Re: [PATCH v2 06/16] clk: starfive: Add JH7100 clock generator driver
From: Andy Shevchenko
Date: Wed Oct 27 2021 - 06:33:33 EST
On Wed, Oct 27, 2021 at 12:24:07PM +0200, Emil Renner Berthing wrote:
> On Wed, 27 Oct 2021 at 02:54, Stephen Boyd <sboyd@xxxxxxxxxx> wrote:
> > Quoting Emil Renner Berthing (2021-10-26 15:35:36)
> > > On Tue, 26 Oct 2021 at 22:20, Stephen Boyd <sboyd@xxxxxxxxxx> wrote:
> > > > Quoting Emil Renner Berthing (2021-10-21 10:42:13)
...
> > > > > +static int __init clk_starfive_jh7100_probe(struct platform_device *pdev)
> > > >
> > > > Drop __init as this can be called after kernel init is over.
> > >
> > > Oh interesting, I'd like to know when that can happen. The comment for
> > > the builtin_platform_driver macro says it's just a wrapper for
> >
> > I thought this was using module_platform_driver() macro?
> >
> > > device_initcall.
> > >
> > > Won't we then need to remove all the __initconst tags too since the
> > > probe function walks through jh7100_clk_data which eventually
> > > references all __initconst data?
> >
> > Yes. If it's builtin_platform_driver() it can't be a module/tristate
> > Kconfig, in which case all the init markings can stay.
>
> Yes, it's already bool in the Kconfig file.
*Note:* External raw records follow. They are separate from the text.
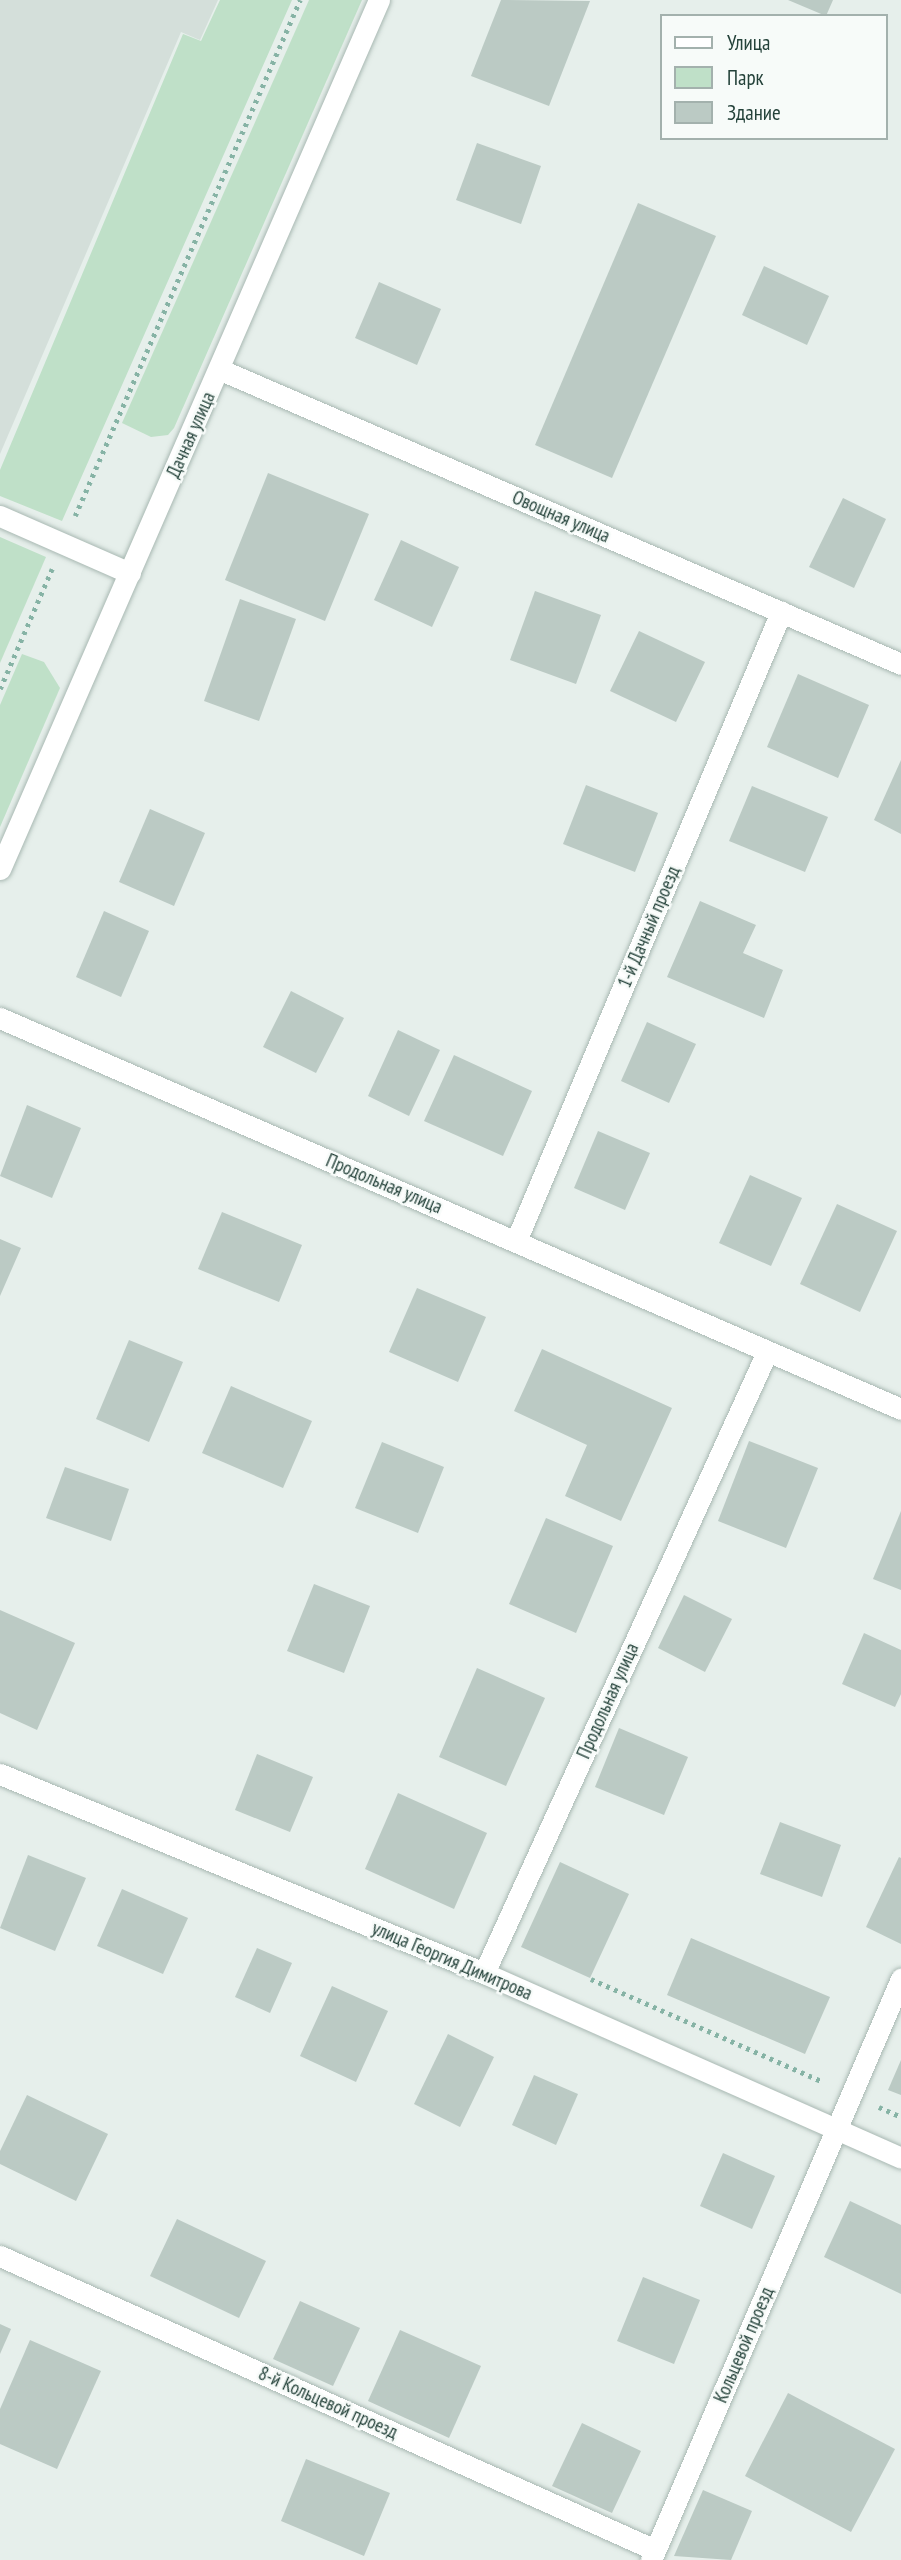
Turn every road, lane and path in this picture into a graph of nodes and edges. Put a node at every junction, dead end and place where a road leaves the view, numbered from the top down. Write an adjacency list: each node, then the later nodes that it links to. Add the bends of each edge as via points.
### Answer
1 (300, 0): 5 (path)
2 (379, 0): 3 (street, Дачная улица)
3 (220, 370): 6 (street, Дачная улица); 7 (street, Овощная улица)
4 (0, 516): 5 (street)
5 (63, 544): 6 (street); 9 (path)
6 (130, 573): 10 (street, Дачная улица)
7 (781, 612): 8 (street, Овощная улица); 12 (street, 1-й Дачный проезд)
8 (901, 664)
9 (0, 689)
10 (0, 869)
11 (0, 1018): 12 (street, Продольная улица)
12 (516, 1241): 13 (street, Продольная улица)
13 (767, 1352): 14 (street, Продольная улица); 16 (street, Продольная улица)
14 (901, 1409)
15 (0, 1774): 16 (street, улица Георгия Димитрова)
16 (484, 1973): 21 (street, улица Георгия Димитрова)
17 (591, 1979): 19 (path)
18 (901, 1979): 19 (street, Кольцевой проезд)
19 (851, 2095): 20 (path); 21 (street, Кольцевой проезд)
20 (901, 2117)
21 (838, 2130): 22 (street, улица Георгия Димитрова); 24 (street, Кольцевой проезд)
22 (901, 2158)
23 (0, 2256): 24 (street, 8-й Кольцевой проезд)
24 (653, 2555)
After looking into this I
> think it's better to do like the rockchip drivers and use
> builtin_platform_driver_probe to make sure the probe function only
> called at kernel init time:
>
> static struct platform_driver clk_starfive_jh7100_driver = {
> .driver = {
> .name = "clk-starfive-jh7100",
> .of_match_table = clk_starfive_jh7100_match,
> .suppress_bind_attrs = true,
> },
> };
> builtin_platform_driver_probe(clk_starfive_jh7100_driver,
> clk_starfive_jh7100_probe);
>
> @Andy: is the supress_bind_attrs what you were asking about?
Clever chap! :-)
Yes, that's what I have in mind.
...
> > If it's never going to be a module then don't add any module_* things.
>
> So does that just mean no MODULE_DEVICE_TABLE or should I also remove
> MODULE_DESCRIPTION, MODULE_AUTHOR and MODULE_LICENSE? I'm just double
> checking because the rockchip drivers seem to have MODULE_DESCRIPTION
> and MODULE_LICENSE lines.
You may comment them out. Convert them to comments or so.
But in general yes, they are no-ops in such case.